José Louis "Chegüi" Torres (May 3, 1936 – January 19, 2009) was a Puerto Rican-born professional boxer who fought representing the United States. As an amateur boxer, he won a silver medal in the middleweight division at the 1956 Olympic Games in Melbourne. In 1965, he defeated Willie Pastrano to win the WBC, WBA, and lineal light-heavyweight championships. Torres trained with the legendary boxing trainer Cus D'Amato. In 1997, he was inducted into the International Boxing Hall of Fame.

==Amateur career==
Born in the city of Ponce, Puerto Rico, Torres began boxing when he joined the United States Army as a teenager (he was 17 years old). His only amateur titles had come in Army and Inter-Service championships, several of which he had won. Torres was still in the Army when he won the silver medal in the light-middleweight division at the 1956 Melbourne Olympic Games, losing to László Papp of Hungary in the final.

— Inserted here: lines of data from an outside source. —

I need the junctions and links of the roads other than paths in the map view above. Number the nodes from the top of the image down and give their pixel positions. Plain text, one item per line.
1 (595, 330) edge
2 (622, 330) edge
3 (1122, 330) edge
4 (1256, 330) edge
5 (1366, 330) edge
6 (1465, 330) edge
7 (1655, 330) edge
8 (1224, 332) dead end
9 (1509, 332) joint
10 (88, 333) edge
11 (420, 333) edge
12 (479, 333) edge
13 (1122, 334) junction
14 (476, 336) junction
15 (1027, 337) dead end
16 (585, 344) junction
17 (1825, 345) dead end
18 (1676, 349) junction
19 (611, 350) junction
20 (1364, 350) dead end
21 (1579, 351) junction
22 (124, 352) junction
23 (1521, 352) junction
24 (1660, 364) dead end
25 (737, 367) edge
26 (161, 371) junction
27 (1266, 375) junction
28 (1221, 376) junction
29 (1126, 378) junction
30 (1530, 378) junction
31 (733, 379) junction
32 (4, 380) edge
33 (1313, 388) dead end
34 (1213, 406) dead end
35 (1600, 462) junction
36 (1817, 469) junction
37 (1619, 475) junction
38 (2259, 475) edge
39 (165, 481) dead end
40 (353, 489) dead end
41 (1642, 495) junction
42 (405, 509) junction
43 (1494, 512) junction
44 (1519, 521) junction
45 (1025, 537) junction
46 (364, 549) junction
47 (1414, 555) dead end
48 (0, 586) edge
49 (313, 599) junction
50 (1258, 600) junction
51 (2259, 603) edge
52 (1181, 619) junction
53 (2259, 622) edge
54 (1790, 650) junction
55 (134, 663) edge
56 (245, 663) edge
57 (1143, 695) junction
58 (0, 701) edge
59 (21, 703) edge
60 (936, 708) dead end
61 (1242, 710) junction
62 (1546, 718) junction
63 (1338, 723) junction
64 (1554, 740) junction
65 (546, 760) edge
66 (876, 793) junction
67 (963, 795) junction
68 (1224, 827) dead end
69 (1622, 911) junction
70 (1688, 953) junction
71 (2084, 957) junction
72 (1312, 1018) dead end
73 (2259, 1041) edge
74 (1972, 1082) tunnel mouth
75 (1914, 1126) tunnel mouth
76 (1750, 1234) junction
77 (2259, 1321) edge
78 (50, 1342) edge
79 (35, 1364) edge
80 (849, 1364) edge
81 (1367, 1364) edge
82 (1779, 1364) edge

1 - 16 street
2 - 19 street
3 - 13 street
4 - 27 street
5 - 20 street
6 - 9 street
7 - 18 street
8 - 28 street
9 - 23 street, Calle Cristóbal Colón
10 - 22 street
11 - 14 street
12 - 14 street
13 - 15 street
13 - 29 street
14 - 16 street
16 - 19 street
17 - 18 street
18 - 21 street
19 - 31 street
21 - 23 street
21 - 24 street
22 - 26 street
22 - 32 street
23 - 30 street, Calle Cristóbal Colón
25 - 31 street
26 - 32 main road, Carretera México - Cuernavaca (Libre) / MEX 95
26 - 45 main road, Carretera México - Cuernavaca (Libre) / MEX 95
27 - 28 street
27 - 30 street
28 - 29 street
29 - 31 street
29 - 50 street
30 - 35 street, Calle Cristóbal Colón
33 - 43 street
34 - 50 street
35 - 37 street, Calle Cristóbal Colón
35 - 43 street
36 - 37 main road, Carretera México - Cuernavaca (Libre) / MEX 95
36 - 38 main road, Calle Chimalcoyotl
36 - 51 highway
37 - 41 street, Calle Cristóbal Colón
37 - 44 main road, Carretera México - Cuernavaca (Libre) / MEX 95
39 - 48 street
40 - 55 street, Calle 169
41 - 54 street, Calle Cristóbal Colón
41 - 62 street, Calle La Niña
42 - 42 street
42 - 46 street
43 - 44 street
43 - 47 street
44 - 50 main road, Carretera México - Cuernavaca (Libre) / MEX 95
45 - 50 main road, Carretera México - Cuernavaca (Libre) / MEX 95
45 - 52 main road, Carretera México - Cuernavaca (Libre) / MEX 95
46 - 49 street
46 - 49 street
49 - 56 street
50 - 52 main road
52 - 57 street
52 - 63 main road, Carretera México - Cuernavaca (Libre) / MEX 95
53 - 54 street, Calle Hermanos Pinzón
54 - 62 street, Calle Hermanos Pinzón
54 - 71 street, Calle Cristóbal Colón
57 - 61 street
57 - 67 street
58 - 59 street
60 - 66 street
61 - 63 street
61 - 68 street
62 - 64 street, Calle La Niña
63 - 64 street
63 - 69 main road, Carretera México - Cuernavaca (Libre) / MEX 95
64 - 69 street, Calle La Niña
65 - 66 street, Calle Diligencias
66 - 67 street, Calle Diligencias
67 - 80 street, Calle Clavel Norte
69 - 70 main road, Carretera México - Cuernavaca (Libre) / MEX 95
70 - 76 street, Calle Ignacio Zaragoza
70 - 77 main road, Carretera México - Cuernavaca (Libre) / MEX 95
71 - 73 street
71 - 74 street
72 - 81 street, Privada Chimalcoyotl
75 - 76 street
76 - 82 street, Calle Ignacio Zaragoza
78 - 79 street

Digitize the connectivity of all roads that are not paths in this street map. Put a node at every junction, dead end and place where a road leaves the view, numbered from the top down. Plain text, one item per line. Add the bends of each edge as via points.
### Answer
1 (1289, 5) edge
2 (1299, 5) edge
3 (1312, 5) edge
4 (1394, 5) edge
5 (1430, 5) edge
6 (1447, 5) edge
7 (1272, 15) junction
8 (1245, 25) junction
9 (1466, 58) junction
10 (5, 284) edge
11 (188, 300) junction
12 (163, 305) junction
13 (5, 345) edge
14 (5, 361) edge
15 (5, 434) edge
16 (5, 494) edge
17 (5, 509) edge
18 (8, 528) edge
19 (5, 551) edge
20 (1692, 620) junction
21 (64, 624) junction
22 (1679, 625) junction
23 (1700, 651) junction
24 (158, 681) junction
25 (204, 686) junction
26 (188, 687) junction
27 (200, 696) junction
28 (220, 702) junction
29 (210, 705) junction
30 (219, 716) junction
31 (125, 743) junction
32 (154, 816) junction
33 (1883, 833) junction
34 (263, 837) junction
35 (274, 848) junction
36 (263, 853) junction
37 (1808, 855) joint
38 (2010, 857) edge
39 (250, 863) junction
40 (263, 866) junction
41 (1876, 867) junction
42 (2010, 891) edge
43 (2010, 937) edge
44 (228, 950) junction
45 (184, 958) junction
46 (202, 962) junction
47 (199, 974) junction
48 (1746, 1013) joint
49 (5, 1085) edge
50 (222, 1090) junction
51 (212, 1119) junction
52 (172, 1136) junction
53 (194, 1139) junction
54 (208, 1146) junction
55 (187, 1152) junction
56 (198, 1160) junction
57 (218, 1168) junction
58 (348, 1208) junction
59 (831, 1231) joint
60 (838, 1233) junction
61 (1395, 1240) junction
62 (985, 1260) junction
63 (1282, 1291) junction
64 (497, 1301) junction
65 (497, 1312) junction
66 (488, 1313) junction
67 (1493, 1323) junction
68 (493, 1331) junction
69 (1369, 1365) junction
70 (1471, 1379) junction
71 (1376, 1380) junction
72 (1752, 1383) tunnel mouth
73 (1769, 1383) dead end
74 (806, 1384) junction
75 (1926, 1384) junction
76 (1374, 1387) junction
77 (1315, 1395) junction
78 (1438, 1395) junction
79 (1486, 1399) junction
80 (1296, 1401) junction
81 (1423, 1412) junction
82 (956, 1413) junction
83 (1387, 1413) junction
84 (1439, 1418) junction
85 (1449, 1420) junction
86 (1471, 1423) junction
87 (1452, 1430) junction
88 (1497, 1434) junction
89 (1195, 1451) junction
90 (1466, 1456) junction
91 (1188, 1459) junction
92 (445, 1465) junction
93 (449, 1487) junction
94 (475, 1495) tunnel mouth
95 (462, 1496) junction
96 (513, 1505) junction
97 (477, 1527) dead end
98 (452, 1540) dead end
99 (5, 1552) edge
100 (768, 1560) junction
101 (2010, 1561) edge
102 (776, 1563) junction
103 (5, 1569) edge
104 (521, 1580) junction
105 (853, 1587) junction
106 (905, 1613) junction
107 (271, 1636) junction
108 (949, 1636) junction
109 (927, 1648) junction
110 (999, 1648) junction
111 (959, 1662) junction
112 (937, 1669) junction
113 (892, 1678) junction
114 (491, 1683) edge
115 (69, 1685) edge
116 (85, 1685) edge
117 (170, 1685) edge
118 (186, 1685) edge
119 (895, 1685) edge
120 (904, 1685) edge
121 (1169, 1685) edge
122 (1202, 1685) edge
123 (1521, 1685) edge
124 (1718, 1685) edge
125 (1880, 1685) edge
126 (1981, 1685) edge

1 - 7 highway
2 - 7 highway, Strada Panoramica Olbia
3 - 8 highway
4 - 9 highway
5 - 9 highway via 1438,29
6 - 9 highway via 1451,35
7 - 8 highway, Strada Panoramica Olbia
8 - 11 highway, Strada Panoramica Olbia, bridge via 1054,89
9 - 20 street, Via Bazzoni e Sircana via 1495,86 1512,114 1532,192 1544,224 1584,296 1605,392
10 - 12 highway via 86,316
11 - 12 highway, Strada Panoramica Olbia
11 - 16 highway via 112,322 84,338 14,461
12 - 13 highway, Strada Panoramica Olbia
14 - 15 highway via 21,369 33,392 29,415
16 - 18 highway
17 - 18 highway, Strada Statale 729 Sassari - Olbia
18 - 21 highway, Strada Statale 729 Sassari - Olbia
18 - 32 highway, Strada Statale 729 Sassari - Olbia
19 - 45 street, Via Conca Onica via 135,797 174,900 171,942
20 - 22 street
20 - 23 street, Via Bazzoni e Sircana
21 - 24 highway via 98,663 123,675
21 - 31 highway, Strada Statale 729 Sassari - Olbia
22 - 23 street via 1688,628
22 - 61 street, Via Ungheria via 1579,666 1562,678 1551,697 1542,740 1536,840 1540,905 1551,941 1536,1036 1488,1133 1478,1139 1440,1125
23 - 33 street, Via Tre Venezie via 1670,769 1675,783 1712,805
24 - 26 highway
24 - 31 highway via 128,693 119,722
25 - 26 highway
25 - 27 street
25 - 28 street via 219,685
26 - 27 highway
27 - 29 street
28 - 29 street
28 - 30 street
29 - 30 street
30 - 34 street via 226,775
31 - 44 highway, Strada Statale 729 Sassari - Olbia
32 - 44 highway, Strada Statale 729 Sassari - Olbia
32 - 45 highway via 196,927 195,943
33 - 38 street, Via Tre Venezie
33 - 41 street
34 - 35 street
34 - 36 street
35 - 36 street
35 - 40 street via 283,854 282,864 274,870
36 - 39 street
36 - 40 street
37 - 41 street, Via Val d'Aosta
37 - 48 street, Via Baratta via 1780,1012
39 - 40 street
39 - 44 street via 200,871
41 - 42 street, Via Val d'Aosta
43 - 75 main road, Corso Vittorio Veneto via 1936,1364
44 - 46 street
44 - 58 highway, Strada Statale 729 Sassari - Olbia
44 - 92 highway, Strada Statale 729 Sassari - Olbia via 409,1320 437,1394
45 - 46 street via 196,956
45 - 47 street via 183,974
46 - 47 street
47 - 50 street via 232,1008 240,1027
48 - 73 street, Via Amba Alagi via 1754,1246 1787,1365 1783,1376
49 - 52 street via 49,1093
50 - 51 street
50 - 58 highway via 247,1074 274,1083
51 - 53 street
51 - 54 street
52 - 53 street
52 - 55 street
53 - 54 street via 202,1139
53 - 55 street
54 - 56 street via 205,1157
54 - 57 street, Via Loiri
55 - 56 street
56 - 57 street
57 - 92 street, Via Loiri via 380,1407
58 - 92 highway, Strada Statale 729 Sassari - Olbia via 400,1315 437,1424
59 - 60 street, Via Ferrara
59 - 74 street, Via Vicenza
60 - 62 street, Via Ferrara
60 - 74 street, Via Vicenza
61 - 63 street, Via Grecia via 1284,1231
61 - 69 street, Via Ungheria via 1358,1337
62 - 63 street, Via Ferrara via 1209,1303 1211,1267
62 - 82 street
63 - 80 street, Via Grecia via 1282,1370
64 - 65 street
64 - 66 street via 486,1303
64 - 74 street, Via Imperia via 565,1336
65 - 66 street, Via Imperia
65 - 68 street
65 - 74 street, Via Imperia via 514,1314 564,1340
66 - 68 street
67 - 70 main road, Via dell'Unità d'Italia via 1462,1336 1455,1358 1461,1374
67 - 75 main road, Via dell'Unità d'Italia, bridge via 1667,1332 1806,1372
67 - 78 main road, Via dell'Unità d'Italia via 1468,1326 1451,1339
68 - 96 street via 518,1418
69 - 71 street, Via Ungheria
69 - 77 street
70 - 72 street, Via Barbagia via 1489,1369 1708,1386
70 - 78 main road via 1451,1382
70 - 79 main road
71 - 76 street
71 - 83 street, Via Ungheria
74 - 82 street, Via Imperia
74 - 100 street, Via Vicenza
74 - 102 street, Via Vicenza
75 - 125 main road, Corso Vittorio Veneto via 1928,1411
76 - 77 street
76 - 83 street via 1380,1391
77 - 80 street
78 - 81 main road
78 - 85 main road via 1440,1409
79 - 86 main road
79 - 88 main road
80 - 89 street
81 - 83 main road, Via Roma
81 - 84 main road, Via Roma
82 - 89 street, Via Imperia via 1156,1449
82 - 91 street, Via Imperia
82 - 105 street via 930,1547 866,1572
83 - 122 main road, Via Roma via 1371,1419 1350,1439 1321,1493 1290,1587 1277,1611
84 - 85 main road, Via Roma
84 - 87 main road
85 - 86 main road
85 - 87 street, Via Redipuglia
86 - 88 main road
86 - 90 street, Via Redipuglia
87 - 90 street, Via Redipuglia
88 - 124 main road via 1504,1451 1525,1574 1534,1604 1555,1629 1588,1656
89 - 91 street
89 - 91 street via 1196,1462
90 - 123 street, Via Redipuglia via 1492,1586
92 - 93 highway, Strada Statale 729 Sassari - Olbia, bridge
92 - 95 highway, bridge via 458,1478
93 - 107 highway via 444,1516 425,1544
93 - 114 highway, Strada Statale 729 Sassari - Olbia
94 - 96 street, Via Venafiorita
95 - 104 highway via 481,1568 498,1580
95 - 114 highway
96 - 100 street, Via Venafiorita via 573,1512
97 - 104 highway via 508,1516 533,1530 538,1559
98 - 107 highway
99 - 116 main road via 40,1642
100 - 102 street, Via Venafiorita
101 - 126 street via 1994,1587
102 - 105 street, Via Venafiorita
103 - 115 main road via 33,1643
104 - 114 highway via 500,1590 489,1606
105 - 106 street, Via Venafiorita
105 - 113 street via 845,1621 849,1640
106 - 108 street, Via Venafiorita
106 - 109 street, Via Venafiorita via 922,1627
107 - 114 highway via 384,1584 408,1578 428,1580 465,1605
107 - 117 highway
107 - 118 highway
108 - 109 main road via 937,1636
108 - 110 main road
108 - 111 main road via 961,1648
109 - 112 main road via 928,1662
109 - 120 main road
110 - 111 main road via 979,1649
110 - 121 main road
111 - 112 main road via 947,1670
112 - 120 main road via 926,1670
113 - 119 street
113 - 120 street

Torres trained at the Empire Sporting Club in New York City with trainer Cus D'Amato.

He was the 1958 National AAU Middleweight Champion and also won the 1958 New York Golden Gloves 160 lb Open Championship.

==Professional career==
He professionally debuted in 1958 with a first-round knockout of George Hamilton in New York. Twelve wins in a row followed, ten of them by knockout (including wins over contenders Ike Jenkins and Al Andrews). Afterward, he made his San Juan debut against Benny Paret, a future world welterweight champion from Cuba, in which Torres and Paret fought to a ten-round draw. In 1960, Torres went back to campaigning in New York, where he scored three wins that year, all by decision, including two over Randy Sandy.

In 1961, Torres made his hometown debut with a four-round knockout win in a rematch with Hamilton at Ponce. He had six more fights that year, winning all of them by knockout.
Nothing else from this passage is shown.